Freedom comes at a cost?: An exploratory study on affordances' impact on users' perception of a social robot

Front Robot AI. 2024 Mar 18:11:1288818. doi: 10.3389/frobt.2024.1288818. eCollection 2024.

Abstract

Along with the development of speech and language technologies, the market for speech-enabled human-robot interactions (HRI) has grown in recent years. However, it is found that people feel their conversational interactions with such robots are far from satisfactory. One of the reasons is the habitability gap, where the usability of a speech-enabled agent drops when its flexibility increases. For social robots, such flexibility is reflected in the diverse choice of robots' appearances, sounds and behaviours, which shape a robot's 'affordance'. Whilst designers or users have enjoyed the freedom of constructing a social robot by integrating off-the-shelf technologies, such freedom comes at a potential cost: the users' perceptions and satisfaction. Designing appropriate affordances is essential for the quality of HRI. It is hypothesised that a social robot with aligned affordances could create an appropriate perception of the robot and increase users' satisfaction when speaking with it. Given that previous studies of affordance alignment mainly focus on one interface's characteristics and face-voice match, we aim to deepen our understanding of affordance alignment with a robot's behaviours and use cases. In particular, we investigate how a robot's affordances affect users' perceptions in different types of use cases. For this purpose, we conducted an exploratory experiment that included three different affordance settings (adult-like, child-like, and robot-like) and three use cases (informative, emotional, and hybrid). Participants were invited to talk to social robots in person. A mixed-methods approach was employed for quantitative and qualitative analysis of 156 interaction samples. The results show that static affordance (face and voice) has a statistically significant effect on the perceived warmth of the first impression; use cases affect people's perceptions more on perceived competence and warmth before and after interactions. In addition, it shows the importance of aligning static affordance with behavioural affordance. General design principles of behavioural affordances are proposed. We anticipate that our empirical evidence will provide a clearer guideline for speech-enabled social robots' affordance design. It will be a starting point for more sophisticated design guidelines. For example, personalised affordance design for individual or group users in different contexts.

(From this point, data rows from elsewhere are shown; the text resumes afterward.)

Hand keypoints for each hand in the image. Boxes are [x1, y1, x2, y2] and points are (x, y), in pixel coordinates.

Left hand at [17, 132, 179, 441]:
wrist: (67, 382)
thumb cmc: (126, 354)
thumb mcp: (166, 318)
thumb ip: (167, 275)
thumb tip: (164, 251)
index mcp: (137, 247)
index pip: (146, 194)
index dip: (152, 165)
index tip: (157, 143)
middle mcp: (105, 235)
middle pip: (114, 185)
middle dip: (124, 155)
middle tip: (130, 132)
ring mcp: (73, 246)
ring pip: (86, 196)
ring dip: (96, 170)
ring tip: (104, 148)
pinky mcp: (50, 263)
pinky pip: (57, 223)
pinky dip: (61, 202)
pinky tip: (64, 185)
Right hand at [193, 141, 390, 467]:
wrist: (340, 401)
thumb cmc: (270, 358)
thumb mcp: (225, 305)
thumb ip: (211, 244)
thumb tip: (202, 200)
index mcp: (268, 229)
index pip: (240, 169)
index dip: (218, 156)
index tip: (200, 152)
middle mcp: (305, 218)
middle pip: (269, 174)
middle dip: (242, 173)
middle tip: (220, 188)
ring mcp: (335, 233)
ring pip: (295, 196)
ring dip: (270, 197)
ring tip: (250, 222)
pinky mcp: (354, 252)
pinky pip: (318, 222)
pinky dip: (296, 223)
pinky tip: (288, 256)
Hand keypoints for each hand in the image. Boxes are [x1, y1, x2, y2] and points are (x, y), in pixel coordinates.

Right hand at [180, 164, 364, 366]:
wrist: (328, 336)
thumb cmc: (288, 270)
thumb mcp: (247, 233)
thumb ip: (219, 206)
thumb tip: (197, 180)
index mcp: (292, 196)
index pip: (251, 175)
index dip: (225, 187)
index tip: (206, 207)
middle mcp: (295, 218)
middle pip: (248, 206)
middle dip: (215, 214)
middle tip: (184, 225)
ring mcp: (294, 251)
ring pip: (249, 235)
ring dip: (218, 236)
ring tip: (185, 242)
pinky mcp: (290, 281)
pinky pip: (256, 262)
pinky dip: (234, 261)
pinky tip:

Keywords: affordance; anthropomorphism; human-robot interaction (HRI); mixed-method approach; spoken interaction; use cases.

Grants and funding

The author(s) declare financial support was received for the research, authorship, and/or publication of this article. This work is supported by the Centre for Doctoral Training in Speech and Language Technologies (SLT) and their Applications funded by UK Research and Innovation [grant number EP/S023062/1].